DATASET EXCERPTS: Begin

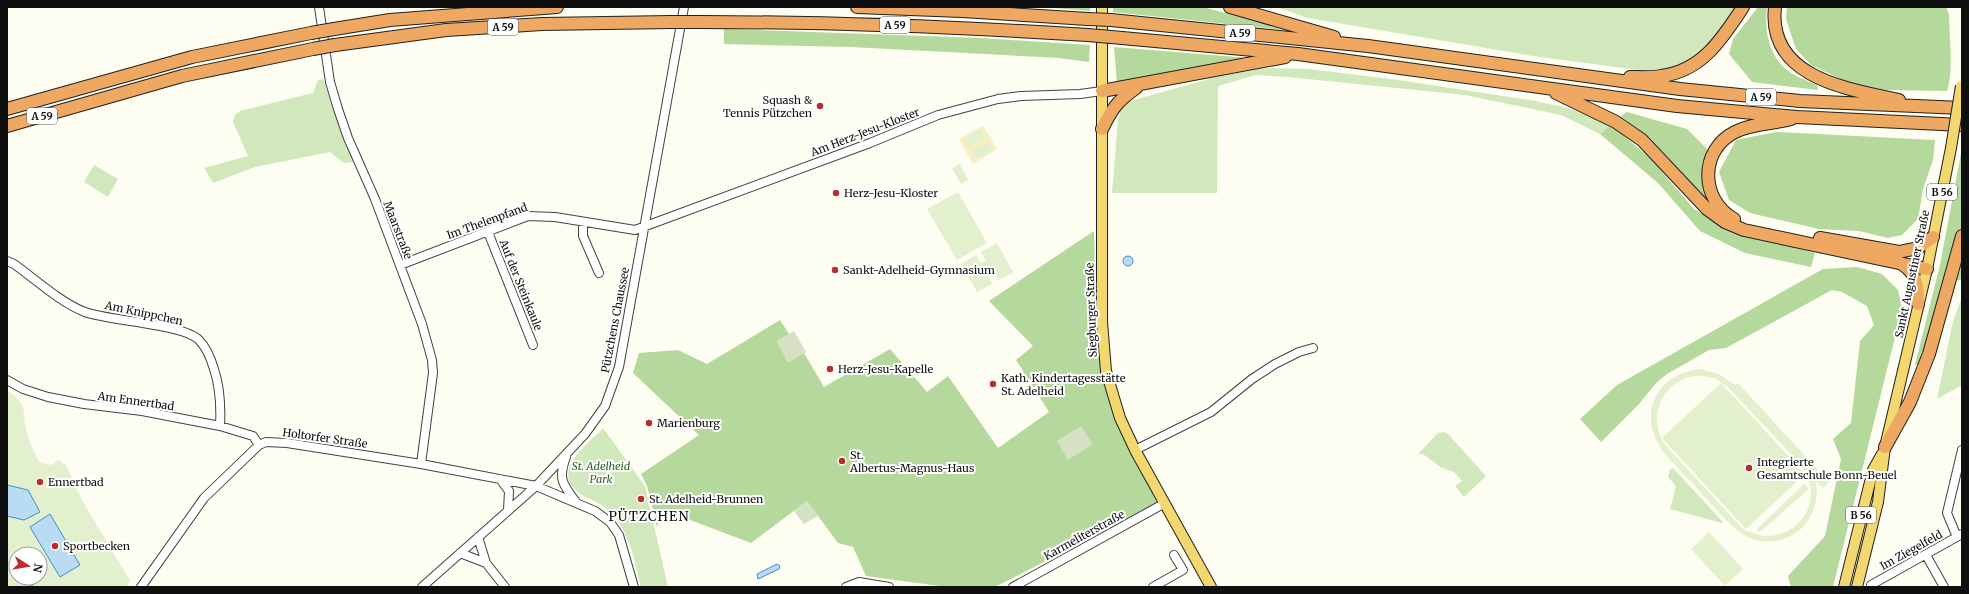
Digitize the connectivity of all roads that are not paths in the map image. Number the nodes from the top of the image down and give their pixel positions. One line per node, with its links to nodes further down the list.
1 (319, 7): 30 (street, Maarstraße)
2 (557, 7): 18 (highway, A 59, bridge)
3 (684, 7): 24 (street, Pützchens Chaussee)
4 (857, 7): 9 (highway, A 59, bridge)
5 (1102, 7): 15 (main road, Siegburger Straße)
6 (1230, 7): 9 (highway)
7 (1743, 7): 11 (highway)
8 (1775, 7): 16 (highway)
9 (1368, 46): 11 (highway, A 59)
10 (1298, 54): 13 (highway); 14 (highway, A 59); 21 (highway, A 59, bridge)
11 (1594, 78): 16 (highway, A 59)
12 (1962, 84): 27 (main road, Sankt Augustiner Straße / B 56, bridge)
13 (1140, 85): 15 (highway); 22 (highway)
14 (1548, 89): 19 (highway, A 59); 29 (highway)
15 (1102, 91): 22 (main road, Siegburger Straße); 24 (street, Am Herz-Jesu-Kloster)
16 (1929, 108): 17 (highway, A 59)
17 (1962, 108)
18 (7, 109)
19 (1797, 116): 20 (highway, A 59); 27 (highway)
20 (1962, 125)
21 (7, 126)
22 (1102, 129): 40 (main road, Siegburger Straße)
23 (583, 222): 24 (street, Im Thelenpfand); 25 (street, Im Thelenpfand); 32 (street)
24 (644, 228): 42 (street, Pützchens Chaussee)
25 (488, 232): 30 (street, Im Thelenpfand); 34 (street, Auf der Steinkaule)
26 (1962, 236): 39 (highway)
27 (1933, 237): 31 (main road, Sankt Augustiner Straße / B 56)
28 (7, 261): 37 (street, Am Knippchen)
29 (1900, 263): 31 (highway); 33 (highway)
30 (400, 265): 43 (street, Maarstraße)
31 (1927, 269): 33 (main road, Sankt Augustiner Straße / B 56)
32 (599, 273)
33 (1918, 304): 39 (main road, Sankt Augustiner Straße / B 56)
34 (533, 345)
35 (1313, 348): 40 (street)
36 (7, 380): 37 (street, Am Ennertbad)
37 (220, 426): 38 (street, Am Ennertbad)
38 (259, 445): 43 (street, Holtorfer Straße); 56 (street)
39 (1886, 447): 65 (main road, Sankt Augustiner Straße / B 56); 66 (main road, Sankt Augustiner Straße / B 56)
40 (1135, 450): 47 (main road, Siegburger Straße)
41 (1962, 450): 49 (street)
42 (568, 452): 45 (street, Pützchens Chaussee); 46 (street)
43 (421, 464): 44 (street, Holtorfer Straße)
44 (500, 479): 45 (street, Holtorfer Straße); 48 (street)
45 (536, 486): 46 (street, Holtorfer Straße); 48 (street, Pützchens Chaussee)
46 (577, 503): 59 (street, Holtorfer Straße)
47 (1165, 503): 62 (street, Karmeliterstraße); 64 (main road, Siegburger Straße)
48 (508, 510): 50 (street, Pützchens Chaussee)
49 (1959, 536): 53 (street, Im Ziegelfeld)
50 (478, 537): 51 (street, Pützchens Chaussee); 54 (street)
51 (460, 553): 54 (street); 57 (street, Pützchens Chaussee)
52 (1174, 555): 63 (street)
53 (1926, 555): 55 (street, Im Ziegelfeld); 67 (street)
54 (486, 563): 58 (street)
55 (1871, 585)
56 (141, 587)
57 (422, 587)
58 (505, 587)
59 (634, 587)
60 (846, 587): 61 (street)
61 (889, 587)
62 (1013, 587)
63 (1153, 587)
64 (1211, 587)
65 (1844, 587)
66 (1857, 587)
67 (1944, 587)

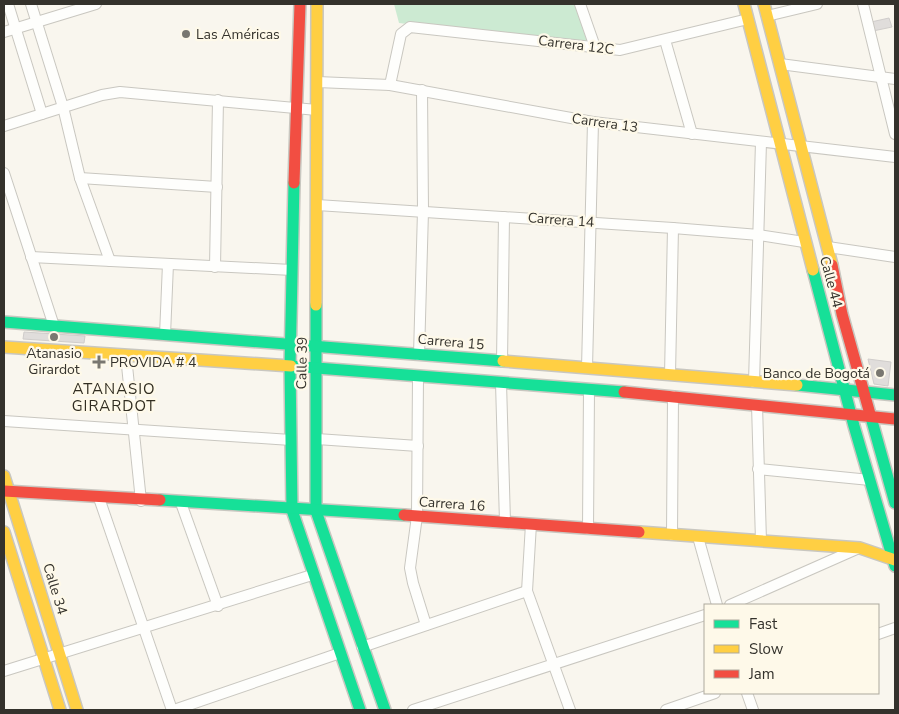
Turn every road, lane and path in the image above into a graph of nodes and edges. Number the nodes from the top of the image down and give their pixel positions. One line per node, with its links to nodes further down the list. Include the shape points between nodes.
1 (8, 4): 14 (street)
2 (30, 4): 13 (street)
3 (96, 4): 13 (street)
4 (300, 4): 26 (main road, Calle 39)
5 (317, 4): 21 (main road, Calle 39)
6 (580, 4): 17 (street)
7 (744, 4): 12 (main road, Calle 44)
8 (764, 4): 11 (main road, Calle 44)
9 (817, 4): 11 (street)
10 (863, 4): 19 (street)
11 (768, 16): 18 (main road, Calle 44)
12 (748, 19): 16 (street, Carrera 12C); 34 (main road, Calle 44)
13 (36, 22): 14 (street); 25 (street)
14 (16, 28): 15 (street); 28 (street)
15 (4, 32)
16 (665, 40): 17 (street, Carrera 12C, via 620,50); 31 (street)
17 (595, 47): 22 (street, Carrera 12C, via 414,26 402,32)
18 (780, 64): 19 (street); 35 (main road, Calle 44)
19 (881, 77): 20 (street); 32 (street)
20 (895, 79)
21 (317, 82): 22 (street, Carrera 13); 27 (main road, Calle 39)
22 (390, 85): 23 (street, Carrera 13)
23 (422, 90): 29 (street, Carrera 13); 41 (street)
24 (218, 100): 25 (street, via 120,92); 26 (street); 39 (street)
25 (63, 107): 28 (street); 38 (street)
26 (295, 108): 27 (street); 53 (main road, Calle 39)
27 (317, 110): 40 (main road, Calle 39)
28 (42, 114): 30 (street)
29 (593, 122): 31 (street, Carrera 13); 43 (street)
30 (4, 126)
31 (692, 134): 33 (street, Carrera 13)
32 (895, 134)
33 (761, 142): 34 (street, Carrera 13); 45 (street)
34 (781, 144): 35 (street, Carrera 13); 46 (main road, Calle 44)
35 (802, 146): 36 (street, Carrera 13); 47 (main road, Calle 44)
36 (895, 157)
37 (4, 173): 48 (street)
38 (80, 178): 39 (street); 50 (street)
39 (217, 187): 52 (street)
40 (317, 205): 41 (street, Carrera 14); 58 (main road, Calle 39)
41 (422, 211): 42 (street, Carrera 14); 60 (street)
42 (504, 217): 43 (street, Carrera 14); 62 (street)
43 (589, 222): 44 (street, Carrera 14); 65 (street)
44 (673, 228): 45 (street, Carrera 14); 66 (street)
45 (759, 235): 46 (street, Carrera 14); 68 (street)
46 (804, 242): 70 (main road, Calle 44)
47 (828, 247): 49 (street); 72 (main road, Calle 44, via 842,314)
48 (31, 256): 50 (street); 55 (street)
49 (895, 257)
50 (110, 261): 51 (street)
51 (168, 264): 52 (street); 56 (street)
52 (215, 266): 53 (street)
53 (292, 270): 57 (main road, Calle 39)
54 (4, 322): 55 (main road, Carrera 15)
55 (54, 326): 56 (main road, Carrera 15)
56 (165, 335): 57 (main road, Carrera 15)
57 (291, 344): 58 (main road, Carrera 15); 63 (main road, Calle 39)
58 (317, 346): 60 (main road, Carrera 15); 64 (main road, Calle 39)
59 (4, 348): 61 (main road)
60 (419, 355): 62 (main road, Carrera 15)
61 (126, 356): 63 (main road); 80 (street)
62 (502, 362): 65 (main road, Carrera 15)
63 (290, 366): 64 (main road); 82 (main road, Calle 39)
64 (317, 368): 67 (main road); 81 (main road, Calle 39)
65 (587, 368): 66 (main road, Carrera 15)
66 (670, 375): 68 (main road, Carrera 15)
67 (418, 376): 69 (main road); 83 (street)
68 (754, 382): 70 (main road, Carrera 15)
69 (502, 383): 71 (main road); 96 (street)
70 (844, 389): 72 (main road, Carrera 15); 76 (main road, Calle 44)
71 (589, 390): 74 (main road); 98 (street)
72 (864, 391): 73 (main road, Carrera 15); 77 (main road, Calle 44)
73 (895, 394)
74 (673, 396): 75 (main road); 100 (street)
75 (757, 405): 76 (main road); 84 (street)
76 (851, 414): 77 (main road); 86 (main road, Calle 44)
77 (871, 416): 78 (main road); 87 (main road, Calle 44)
78 (895, 419)
79 (4, 421): 80 (street)
80 (134, 430): 82 (street); 90 (street)
81 (317, 439): 83 (street); 94 (main road, Calle 39)
82 (291, 440): 93 (main road, Calle 39)
83 (418, 446): 95 (street)
84 (758, 469): 86 (street); 102 (street)
85 (4, 476): 88 (main road, Calle 34)
86 (870, 480): 104 (main road, Calle 44)
87 (894, 490): 91 (main road, Calle 44)
88 (6, 491): 89 (main road, Carrera 16); 117 (main road, Calle 34)
89 (99, 498): 90 (main road, Carrera 16); 113 (street)
90 (141, 501): 92 (main road, Carrera 16)
91 (895, 503)
92 (181, 504): 93 (main road, Carrera 16); 109 (street)
93 (292, 510): 94 (main road, Carrera 16); 105 (main road, Calle 39)
94 (316, 511): 95 (main road, Carrera 16); 115 (main road, Calle 39)
95 (417, 516): 96 (main road, Carrera 16); 111 (street, via 410,568)
96 (505, 522): 97 (main road, Carrera 16)
97 (531, 524): 98 (main road, Carrera 16); 106 (street)
98 (588, 529): 100 (main road, Carrera 16)
99 (4, 532): 118 (main road)
100 (672, 535): 101 (main road, Carrera 16)
101 (698, 536): 102 (main road, Carrera 16); 107 (street)
102 (761, 541): 103 (main road, Carrera 16)
103 (860, 548): 104 (main road, Carrera 16); 108 (street)
104 (894, 562)
105 (312, 575): 109 (street); 116 (main road, Calle 39)
106 (527, 590): 111 (street); 119 (street)
107 (716, 604)
108 (732, 604)
109 (218, 606): 113 (street)
110 (704, 615): 119 (street)
111 (426, 625): 115 (street)
112 (895, 628): 114 (street)
113 (143, 629): 117 (street); 125 (street)
114 (879, 634)
115 (362, 646): 127 (main road, Calle 39)
116 (340, 653): 125 (street); 126 (main road, Calle 39)
117 (59, 654): 118 (street); 124 (main road, Calle 34)
118 (44, 659): 120 (street); 123 (main road)
119 (554, 664): 128 (street); 129 (street)
120 (4, 671)
121 (712, 694): 130 (street)
122 (746, 694): 131 (street)
123 (60, 710)
124 (77, 710)
125 (173, 710)
126 (360, 710)
127 (385, 710)
128 (413, 710)
129 (570, 710)
130 (666, 710)
131 (753, 710)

DATASET EXCERPTS: End

## EXERCISE DIRECTIONS
If a line in the data above includes the string "nodes", copy it.

## OUTPUT
Digitize the connectivity of all roads that are not paths in the map image. Number the nodes from the top of the image down and give their pixel positions. One line per node, with its links to nodes further down the list.
Turn every road, lane and path in the image above into a graph of nodes and edges. Number the nodes from the top of the image down and give their pixel positions. One line per node, with its links to nodes further down the list. Include the shape points between nodes.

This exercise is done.